┌────────

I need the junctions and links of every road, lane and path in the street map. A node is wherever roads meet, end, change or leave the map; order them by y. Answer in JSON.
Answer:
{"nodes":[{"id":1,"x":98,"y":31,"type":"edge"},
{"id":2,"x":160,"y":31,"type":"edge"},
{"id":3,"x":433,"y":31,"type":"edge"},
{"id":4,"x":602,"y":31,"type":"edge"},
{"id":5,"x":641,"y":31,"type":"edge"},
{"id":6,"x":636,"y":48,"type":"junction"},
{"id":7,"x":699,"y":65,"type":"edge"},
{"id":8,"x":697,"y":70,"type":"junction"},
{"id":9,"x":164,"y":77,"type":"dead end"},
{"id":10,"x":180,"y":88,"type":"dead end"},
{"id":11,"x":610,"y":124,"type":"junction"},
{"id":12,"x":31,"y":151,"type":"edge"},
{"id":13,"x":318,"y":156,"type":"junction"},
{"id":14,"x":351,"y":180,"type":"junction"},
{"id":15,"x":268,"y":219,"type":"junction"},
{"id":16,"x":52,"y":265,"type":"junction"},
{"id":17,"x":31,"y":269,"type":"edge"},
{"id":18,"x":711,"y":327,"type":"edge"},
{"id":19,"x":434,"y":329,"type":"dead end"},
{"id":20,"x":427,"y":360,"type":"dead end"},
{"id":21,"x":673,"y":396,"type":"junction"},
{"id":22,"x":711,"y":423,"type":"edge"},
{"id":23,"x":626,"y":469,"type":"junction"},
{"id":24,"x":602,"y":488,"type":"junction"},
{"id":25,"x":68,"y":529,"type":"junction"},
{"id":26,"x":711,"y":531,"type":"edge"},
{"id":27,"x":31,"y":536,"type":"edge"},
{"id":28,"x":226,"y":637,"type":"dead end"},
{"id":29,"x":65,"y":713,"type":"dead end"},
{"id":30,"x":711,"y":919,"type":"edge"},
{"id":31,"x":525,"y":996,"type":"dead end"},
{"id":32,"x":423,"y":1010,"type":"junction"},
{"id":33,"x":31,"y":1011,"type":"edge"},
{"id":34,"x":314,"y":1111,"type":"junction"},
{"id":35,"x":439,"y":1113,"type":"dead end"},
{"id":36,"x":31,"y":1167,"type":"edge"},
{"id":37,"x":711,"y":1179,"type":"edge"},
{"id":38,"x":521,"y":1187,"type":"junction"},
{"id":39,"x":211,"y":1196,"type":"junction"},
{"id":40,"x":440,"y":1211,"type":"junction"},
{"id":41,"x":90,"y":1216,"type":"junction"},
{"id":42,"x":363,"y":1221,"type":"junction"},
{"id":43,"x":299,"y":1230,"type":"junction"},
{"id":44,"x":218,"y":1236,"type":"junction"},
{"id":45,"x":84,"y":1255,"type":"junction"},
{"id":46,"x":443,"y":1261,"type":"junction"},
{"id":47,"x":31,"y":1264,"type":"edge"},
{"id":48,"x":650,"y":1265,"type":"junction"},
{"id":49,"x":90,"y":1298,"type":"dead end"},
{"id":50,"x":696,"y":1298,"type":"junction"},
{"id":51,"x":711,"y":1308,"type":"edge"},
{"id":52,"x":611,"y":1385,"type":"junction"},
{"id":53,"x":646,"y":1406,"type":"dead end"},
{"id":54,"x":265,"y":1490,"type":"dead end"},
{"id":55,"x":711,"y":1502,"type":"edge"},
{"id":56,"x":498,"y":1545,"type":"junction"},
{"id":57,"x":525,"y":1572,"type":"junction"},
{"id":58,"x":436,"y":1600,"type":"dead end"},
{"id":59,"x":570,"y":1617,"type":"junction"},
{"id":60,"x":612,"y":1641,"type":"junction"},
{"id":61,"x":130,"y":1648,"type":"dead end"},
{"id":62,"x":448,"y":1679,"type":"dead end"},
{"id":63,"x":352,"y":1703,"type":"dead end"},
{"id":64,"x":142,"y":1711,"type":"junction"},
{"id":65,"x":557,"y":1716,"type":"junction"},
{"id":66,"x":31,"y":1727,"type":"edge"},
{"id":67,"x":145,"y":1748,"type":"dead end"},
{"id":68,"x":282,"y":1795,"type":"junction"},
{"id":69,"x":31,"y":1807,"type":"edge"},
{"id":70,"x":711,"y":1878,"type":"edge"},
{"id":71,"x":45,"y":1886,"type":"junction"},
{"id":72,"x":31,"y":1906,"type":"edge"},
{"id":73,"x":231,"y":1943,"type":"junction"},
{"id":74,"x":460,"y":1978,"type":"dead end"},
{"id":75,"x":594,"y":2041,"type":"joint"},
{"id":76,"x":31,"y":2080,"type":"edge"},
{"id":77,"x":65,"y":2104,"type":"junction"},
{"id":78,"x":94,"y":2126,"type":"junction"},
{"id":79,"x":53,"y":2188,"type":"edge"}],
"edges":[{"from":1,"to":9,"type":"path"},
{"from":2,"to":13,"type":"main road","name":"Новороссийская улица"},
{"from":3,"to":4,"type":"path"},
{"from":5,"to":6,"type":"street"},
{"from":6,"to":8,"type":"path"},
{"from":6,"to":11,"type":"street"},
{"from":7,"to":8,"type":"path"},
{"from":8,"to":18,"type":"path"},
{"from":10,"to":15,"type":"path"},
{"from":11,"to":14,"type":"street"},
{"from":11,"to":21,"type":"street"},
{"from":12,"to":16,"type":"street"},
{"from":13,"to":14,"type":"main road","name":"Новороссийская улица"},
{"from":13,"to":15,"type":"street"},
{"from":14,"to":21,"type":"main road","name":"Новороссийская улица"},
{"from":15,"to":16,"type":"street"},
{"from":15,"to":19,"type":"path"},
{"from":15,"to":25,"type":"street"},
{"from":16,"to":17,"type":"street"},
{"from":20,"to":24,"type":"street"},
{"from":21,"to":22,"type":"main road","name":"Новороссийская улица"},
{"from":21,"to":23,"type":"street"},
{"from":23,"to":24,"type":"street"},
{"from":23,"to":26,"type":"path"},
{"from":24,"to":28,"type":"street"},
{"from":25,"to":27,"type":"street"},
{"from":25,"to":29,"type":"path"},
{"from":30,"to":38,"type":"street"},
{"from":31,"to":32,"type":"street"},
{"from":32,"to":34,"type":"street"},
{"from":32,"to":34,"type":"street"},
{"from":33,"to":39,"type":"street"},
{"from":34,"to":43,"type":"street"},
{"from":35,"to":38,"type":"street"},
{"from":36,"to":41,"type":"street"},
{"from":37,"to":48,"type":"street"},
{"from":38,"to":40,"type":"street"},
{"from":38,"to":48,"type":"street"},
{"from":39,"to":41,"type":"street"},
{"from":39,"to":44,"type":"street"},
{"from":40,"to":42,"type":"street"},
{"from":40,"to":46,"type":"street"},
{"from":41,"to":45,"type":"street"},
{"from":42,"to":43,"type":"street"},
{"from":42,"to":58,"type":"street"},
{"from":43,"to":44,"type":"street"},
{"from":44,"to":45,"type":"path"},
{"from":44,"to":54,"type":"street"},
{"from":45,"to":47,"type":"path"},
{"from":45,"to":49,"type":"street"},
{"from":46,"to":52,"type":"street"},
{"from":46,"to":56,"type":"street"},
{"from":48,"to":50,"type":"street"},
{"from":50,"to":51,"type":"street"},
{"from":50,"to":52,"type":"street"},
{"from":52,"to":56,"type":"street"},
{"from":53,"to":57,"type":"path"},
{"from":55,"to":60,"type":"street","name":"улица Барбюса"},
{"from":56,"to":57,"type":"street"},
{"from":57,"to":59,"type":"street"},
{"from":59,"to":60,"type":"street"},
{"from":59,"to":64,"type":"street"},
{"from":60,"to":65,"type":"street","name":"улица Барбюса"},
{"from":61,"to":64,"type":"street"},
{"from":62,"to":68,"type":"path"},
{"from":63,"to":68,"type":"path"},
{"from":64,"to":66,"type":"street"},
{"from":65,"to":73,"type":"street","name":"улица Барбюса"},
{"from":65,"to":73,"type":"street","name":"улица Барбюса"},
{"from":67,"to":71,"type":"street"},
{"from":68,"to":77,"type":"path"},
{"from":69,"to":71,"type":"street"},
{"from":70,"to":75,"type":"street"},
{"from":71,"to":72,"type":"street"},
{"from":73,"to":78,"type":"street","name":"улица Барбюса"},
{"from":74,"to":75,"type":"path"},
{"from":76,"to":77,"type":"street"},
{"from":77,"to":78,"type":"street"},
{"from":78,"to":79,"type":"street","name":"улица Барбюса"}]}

└────────

Exercise aim: Copy each line above where the string "Барбюса" occurs.

Final answer:
{"from":55,"to":60,"type":"street","name":"улица Барбюса"},
{"from":60,"to":65,"type":"street","name":"улица Барбюса"},
{"from":65,"to":73,"type":"street","name":"улица Барбюса"},
{"from":65,"to":73,"type":"street","name":"улица Барбюса"},
{"from":73,"to":78,"type":"street","name":"улица Барбюса"},
{"from":78,"to":79,"type":"street","name":"улица Барбюса"}]}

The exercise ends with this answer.